While the larger controversy is far from over, for the California and Nevada populations of the greater sage grouse (Centrocercus urophasianus), the controversy does appear to be put to rest. In 2013, the U.S. Fish and Wildlife Service (Service) published a proposed rule to list the bi-state population as threatened under the Endangered Species Act (ESA). In the proposed rule, the Service stated that the bi-state population was genetically distinct and geographically isolated from other greater sage grouse populations, and warranted protection under the ESA primarily because of impacts to habitat from a variety of sources, including urban and energy development. (For a further discussion of the listing proposal and controversy, see our prior posts on October 29, 2013 and January 9, 2014.) On April 21, 2015, the Service announced that it had withdrawn its proposal to list the bi-state population, citing a conservation plan developed by the Bi-State Local Area Working Group, which has secured approximately $45 million in funding, as a “key factor” in the decision.

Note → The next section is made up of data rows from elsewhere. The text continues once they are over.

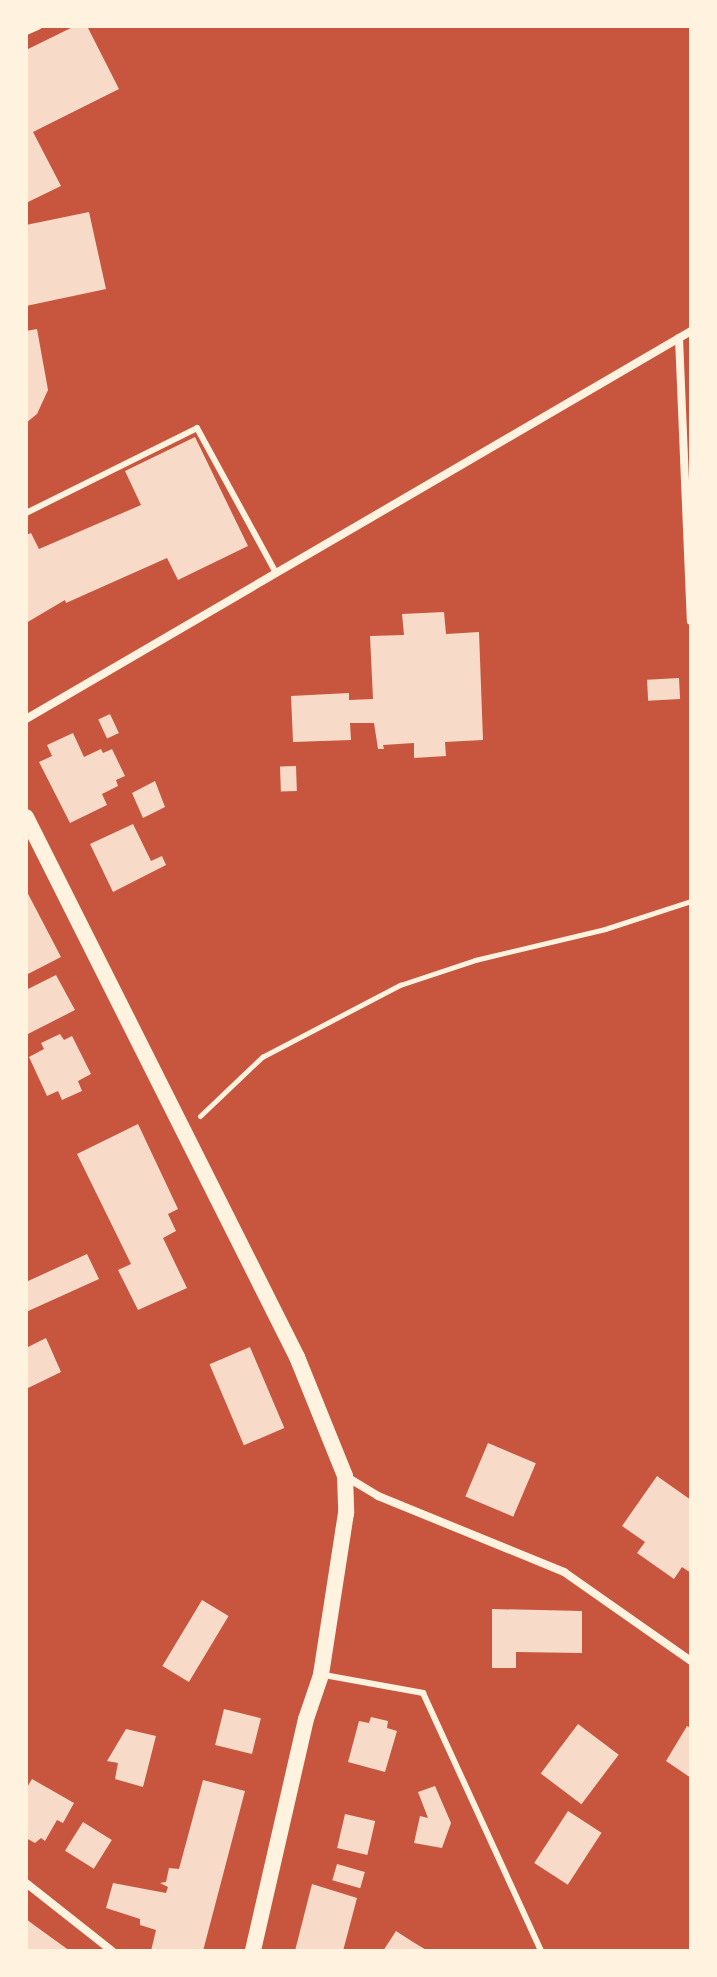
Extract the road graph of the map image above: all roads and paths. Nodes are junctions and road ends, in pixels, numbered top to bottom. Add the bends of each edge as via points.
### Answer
1 (38, 26) edge
2 (26, 31) edge
3 (691, 331) edge
4 (679, 338) junction
5 (26, 513) edge
6 (276, 573) junction
7 (691, 621) edge
8 (26, 719) edge
9 (26, 817) edge
10 (691, 901) edge
11 (185, 1130) junction
12 (345, 1476) junction
13 (691, 1661) edge
14 (321, 1675) junction
15 (26, 1883) edge
16 (112, 1951) edge
17 (253, 1951) edge
18 (541, 1951) edge

1 - 2 street
3 - 4 street
4 - 6 street
4 - 7 street
5 - 6 lane via 197,428
6 - 8 street
9 - 11 main road
10 - 11 path via 400,985 262,1057
11 - 12 main road via 297,1357
12 - 13 street via 378,1496 564,1572
12 - 14 main road via 346,1513
14 - 17 main road via 306,1719
14 - 18 lane via 423,1693
15 - 16 street

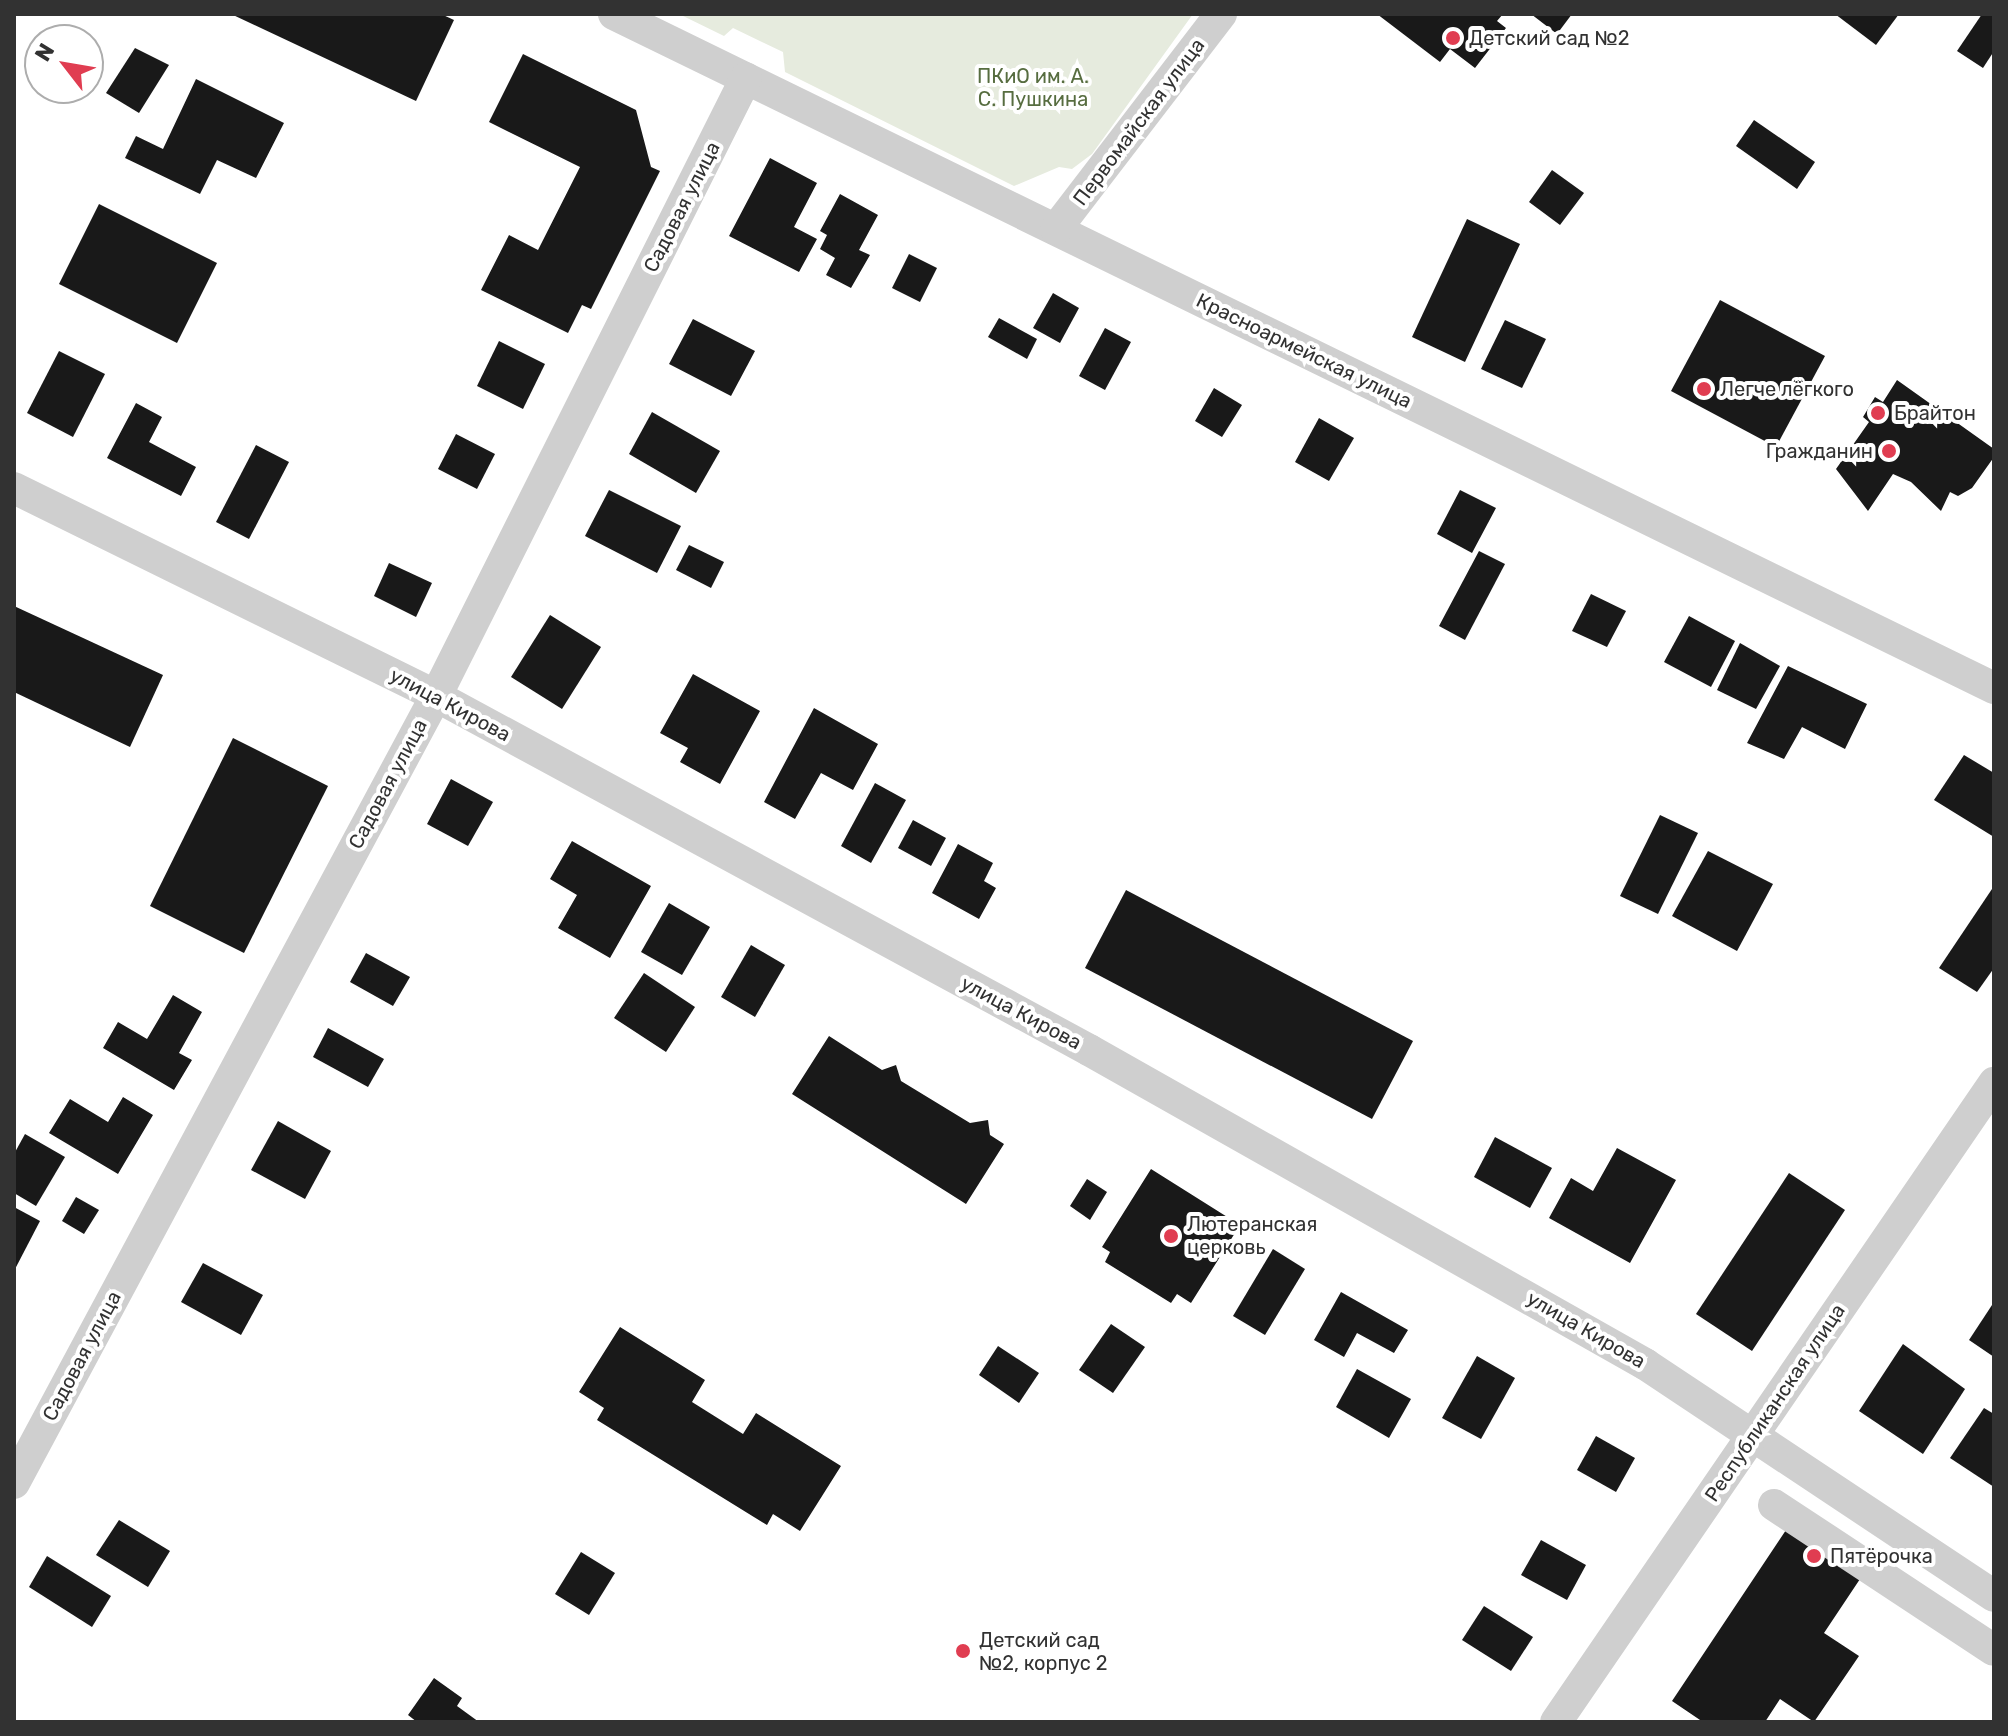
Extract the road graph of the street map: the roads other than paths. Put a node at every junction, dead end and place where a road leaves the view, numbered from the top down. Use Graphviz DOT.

Along with the listing proposal, the Service withdrew its proposed section 4(d) rule and proposed designation of critical habitat.

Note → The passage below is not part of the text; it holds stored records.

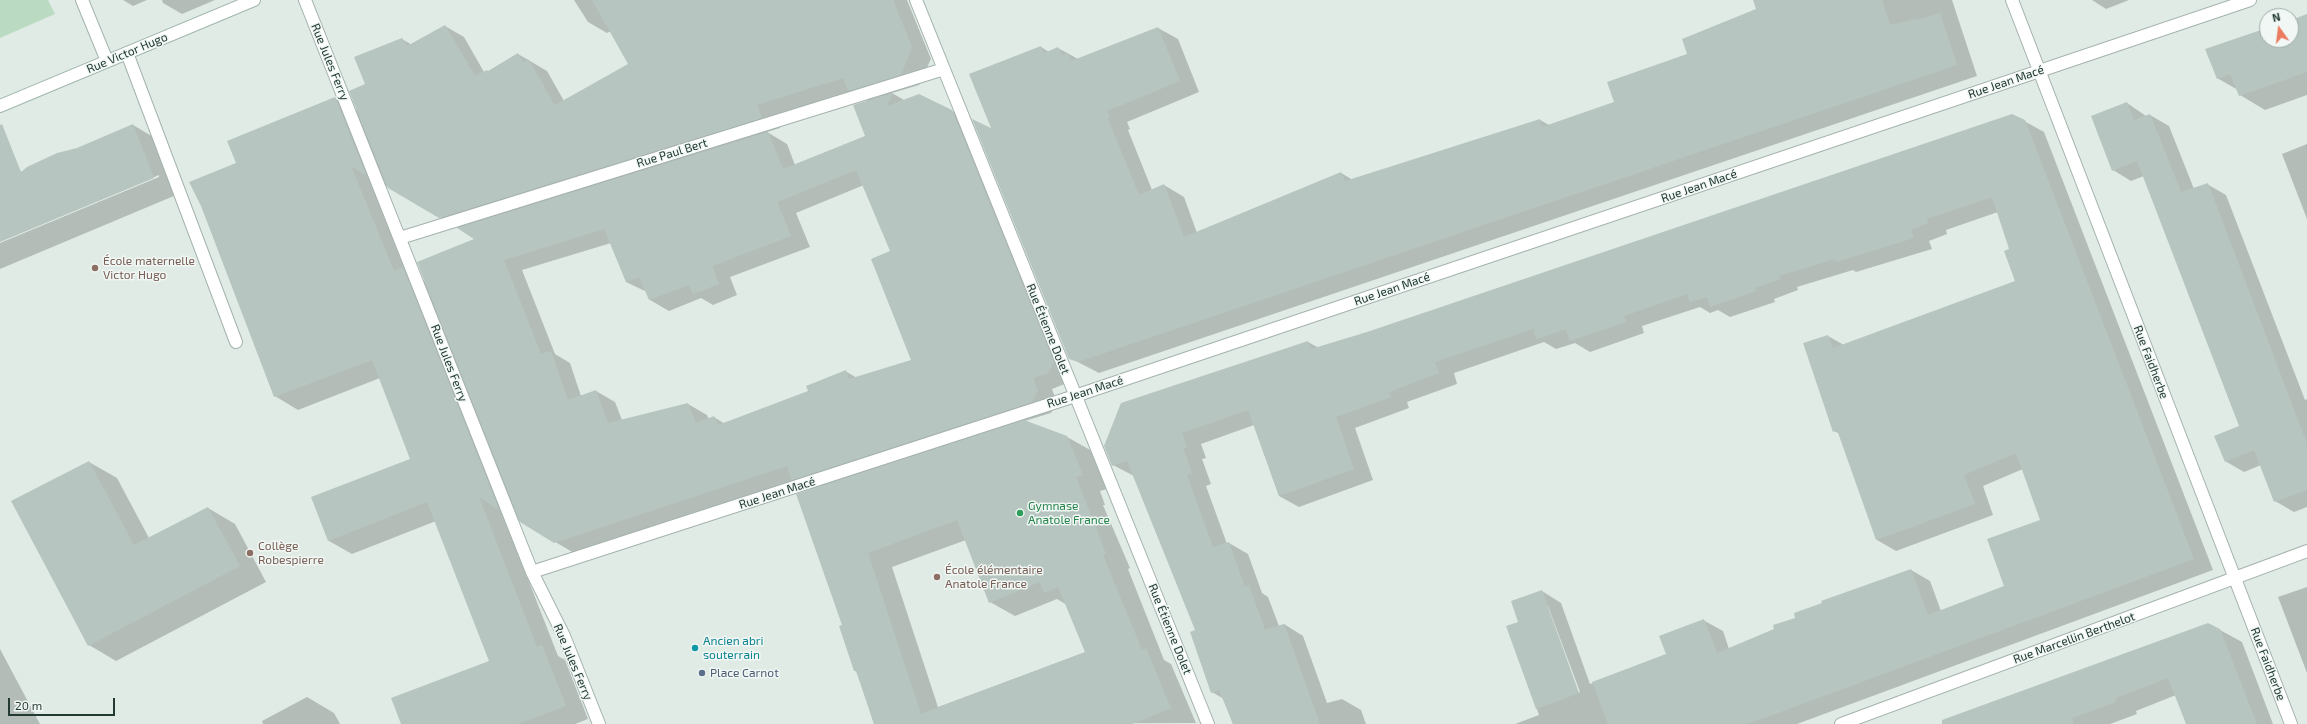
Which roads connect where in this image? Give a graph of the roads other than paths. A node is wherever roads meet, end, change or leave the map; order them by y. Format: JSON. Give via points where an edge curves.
{"nodes":[{"id":1,"x":82,"y":0,"type":"edge"},
{"id":2,"x":254,"y":0,"type":"edge"},
{"id":3,"x":305,"y":0,"type":"edge"},
{"id":4,"x":916,"y":0,"type":"edge"},
{"id":5,"x":2012,"y":0,"type":"edge"},
{"id":6,"x":2250,"y":0,"type":"edge"},
{"id":7,"x":127,"y":53,"type":"junction"},
{"id":8,"x":108,"y":61,"type":"junction"},
{"id":9,"x":944,"y":69,"type":"junction"},
{"id":10,"x":2039,"y":71,"type":"junction"},
{"id":11,"x":0,"y":106,"type":"edge"},
{"id":12,"x":400,"y":238,"type":"junction"},
{"id":13,"x":236,"y":342,"type":"dead end"},
{"id":14,"x":1075,"y":396,"type":"junction"},
{"id":15,"x":2307,"y":551,"type":"edge"},
{"id":16,"x":532,"y":572,"type":"junction"},
{"id":17,"x":2235,"y":578,"type":"junction"},
{"id":18,"x":599,"y":724,"type":"edge"},
{"id":19,"x":1208,"y":724,"type":"edge"},
{"id":20,"x":1841,"y":724,"type":"edge"},
{"id":21,"x":2291,"y":724,"type":"edge"}],
"edges":[{"from":1,"to":8,"type":"street"},
{"from":2,"to":7,"type":"street","name":"Rue Victor Hugo"},
{"from":3,"to":12,"type":"street","name":"Rue Jules Ferry"},
{"from":4,"to":9,"type":"street","name":"Rue Étienne Dolet"},
{"from":5,"to":10,"type":"street","name":"Rue Faidherbe"},
{"from":6,"to":10,"type":"street","name":"Rue Jean Macé"},
{"from":7,"to":8,"type":"street","name":"Rue Victor Hugo"},
{"from":7,"to":13,"type":"street"},
{"from":8,"to":11,"type":"street","name":"Rue Victor Hugo"},
{"from":9,"to":12,"type":"street","name":"Rue Paul Bert"},
{"from":9,"to":14,"type":"street","name":"Rue Étienne Dolet"},
{"from":10,"to":14,"type":"street","name":"Rue Jean Macé"},
{"from":10,"to":17,"type":"street","name":"Rue Faidherbe"},
{"from":12,"to":16,"type":"street","name":"Rue Jules Ferry"},
{"from":14,"to":16,"type":"street","name":"Rue Jean Macé"},
{"from":14,"to":19,"type":"street","name":"Rue Étienne Dolet"},
{"from":15,"to":17,"type":"street","name":"Rue Marcellin Berthelot"},
{"from":16,"to":18,"type":"street","name":"Rue Jules Ferry","via":[[564,636]]},
{"from":17,"to":20,"type":"street","name":"Rue Marcellin Berthelot"},
{"from":17,"to":21,"type":"street","name":"Rue Faidherbe"}]}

As for the greater sage-grouse populations in other states, the announcement notes that a listing determination will likely be issued in September 30, 2015.
On April 17, 2015, the United States Court of Appeals for the Tenth Circuit affirmed a district court decision upholding the U.S. Fish and Wildlife Service’s (FWS) approval of a roadway project in the Rocky Flats area of Denver, Colorado. WildEarth Guardians v. U.S. Fish and Wildlife Service, Nos. 12-1508 and 12-1509, slip. op. (10th Cir. Apr. 17, 2015) (pdf). The Rocky Flats, comprised of approximately 6,200 acres in Colorado, was previously used by the Department of Energy to manufacture components of nuclear weapons. The land became polluted by various hazardous materials, which largely remained unaddressed until Congress passed the Rocky Flats Act (Act) in 2001. Pursuant to the Act, the land was subject to a large-scale cleanup, and ultimately transferred to FWS. Working with a consortium of local governments, FWS approved a project involving the dedication of certain lands as a National Wildlife Refuge, with other lands – approximately 100 acres – to be developed as a roadway in the Denver metropolitan area.

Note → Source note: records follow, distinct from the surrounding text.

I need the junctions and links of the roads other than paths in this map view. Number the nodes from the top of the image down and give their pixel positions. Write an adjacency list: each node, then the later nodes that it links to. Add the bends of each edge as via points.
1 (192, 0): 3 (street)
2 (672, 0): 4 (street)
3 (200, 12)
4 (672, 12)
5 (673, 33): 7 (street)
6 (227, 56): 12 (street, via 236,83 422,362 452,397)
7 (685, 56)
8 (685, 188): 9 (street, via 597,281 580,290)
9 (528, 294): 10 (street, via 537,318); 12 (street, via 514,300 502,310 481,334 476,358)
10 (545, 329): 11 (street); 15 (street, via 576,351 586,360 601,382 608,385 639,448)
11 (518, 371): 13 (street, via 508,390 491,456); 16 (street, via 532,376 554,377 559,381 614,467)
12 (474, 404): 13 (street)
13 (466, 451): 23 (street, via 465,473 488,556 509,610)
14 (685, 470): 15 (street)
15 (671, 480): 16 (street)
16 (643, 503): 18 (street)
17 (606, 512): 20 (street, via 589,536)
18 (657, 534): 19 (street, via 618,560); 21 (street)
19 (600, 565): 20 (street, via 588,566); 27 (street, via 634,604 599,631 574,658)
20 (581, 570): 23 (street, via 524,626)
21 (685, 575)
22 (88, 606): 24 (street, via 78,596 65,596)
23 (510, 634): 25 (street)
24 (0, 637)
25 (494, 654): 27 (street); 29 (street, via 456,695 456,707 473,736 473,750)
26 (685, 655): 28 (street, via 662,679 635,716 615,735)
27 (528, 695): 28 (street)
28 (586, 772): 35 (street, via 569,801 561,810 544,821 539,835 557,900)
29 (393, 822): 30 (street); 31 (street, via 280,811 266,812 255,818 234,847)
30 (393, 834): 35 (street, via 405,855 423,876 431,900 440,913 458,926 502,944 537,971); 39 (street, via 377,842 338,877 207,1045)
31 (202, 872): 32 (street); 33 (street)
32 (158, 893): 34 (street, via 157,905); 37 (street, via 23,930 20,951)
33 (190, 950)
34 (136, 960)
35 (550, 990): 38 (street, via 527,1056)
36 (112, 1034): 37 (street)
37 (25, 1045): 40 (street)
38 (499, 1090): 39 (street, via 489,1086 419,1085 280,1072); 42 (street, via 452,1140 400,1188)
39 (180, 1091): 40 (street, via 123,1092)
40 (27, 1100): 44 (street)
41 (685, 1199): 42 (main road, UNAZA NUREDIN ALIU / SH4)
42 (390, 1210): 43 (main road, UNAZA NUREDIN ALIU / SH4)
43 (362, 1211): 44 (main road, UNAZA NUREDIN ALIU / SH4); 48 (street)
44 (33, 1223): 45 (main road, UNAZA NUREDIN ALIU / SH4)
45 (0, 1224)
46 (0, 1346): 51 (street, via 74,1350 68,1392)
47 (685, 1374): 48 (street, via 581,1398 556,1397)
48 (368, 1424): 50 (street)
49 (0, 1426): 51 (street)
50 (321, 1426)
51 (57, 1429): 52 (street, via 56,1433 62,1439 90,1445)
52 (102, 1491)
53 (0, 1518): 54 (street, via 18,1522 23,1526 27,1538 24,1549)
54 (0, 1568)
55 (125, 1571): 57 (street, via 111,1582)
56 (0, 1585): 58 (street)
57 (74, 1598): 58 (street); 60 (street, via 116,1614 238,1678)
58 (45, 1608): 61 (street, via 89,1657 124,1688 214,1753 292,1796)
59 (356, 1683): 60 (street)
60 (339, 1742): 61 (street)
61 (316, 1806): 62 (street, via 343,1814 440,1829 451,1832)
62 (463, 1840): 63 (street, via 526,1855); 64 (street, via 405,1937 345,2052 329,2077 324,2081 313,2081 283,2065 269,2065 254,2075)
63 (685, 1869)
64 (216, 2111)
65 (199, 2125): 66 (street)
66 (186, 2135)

Plaintiffs challenged FWS’s approval of the roadway project, arguing, among other things, that FWS violated the Endangered Species Act (ESA) by failing to issue an incidental take statement (ITS) with respect to the threatened Preble’s Meadow Jumping Mouse. Pursuant to section 7 of the ESA, FWS issued two biological opinions concluding that the proposed roadway would not jeopardize the continued existence of the mouse or adversely modify its critical habitat. Plaintiffs argued FWS was also required by law to issue an ITS as part of the section 7 consultation process.
The Tenth Circuit rejected plaintiffs’ assertion, finding FWS was “not legally required” to issue an ITS for the project because it concluded in the biological opinions that the proposed project “will not result in incidental take” of the mouse. Citing Ninth and Eleventh Circuit precedent, the court reasoned that the plain terms of the statute and regulations suggest that, at least where there is no evidence that a take may occur, FWS need not issue an ITS. However, the court declined to “definitively” rule on this point, finding evidence in the record that FWS had in fact issued an ITS as part of the biological opinions issued for the project.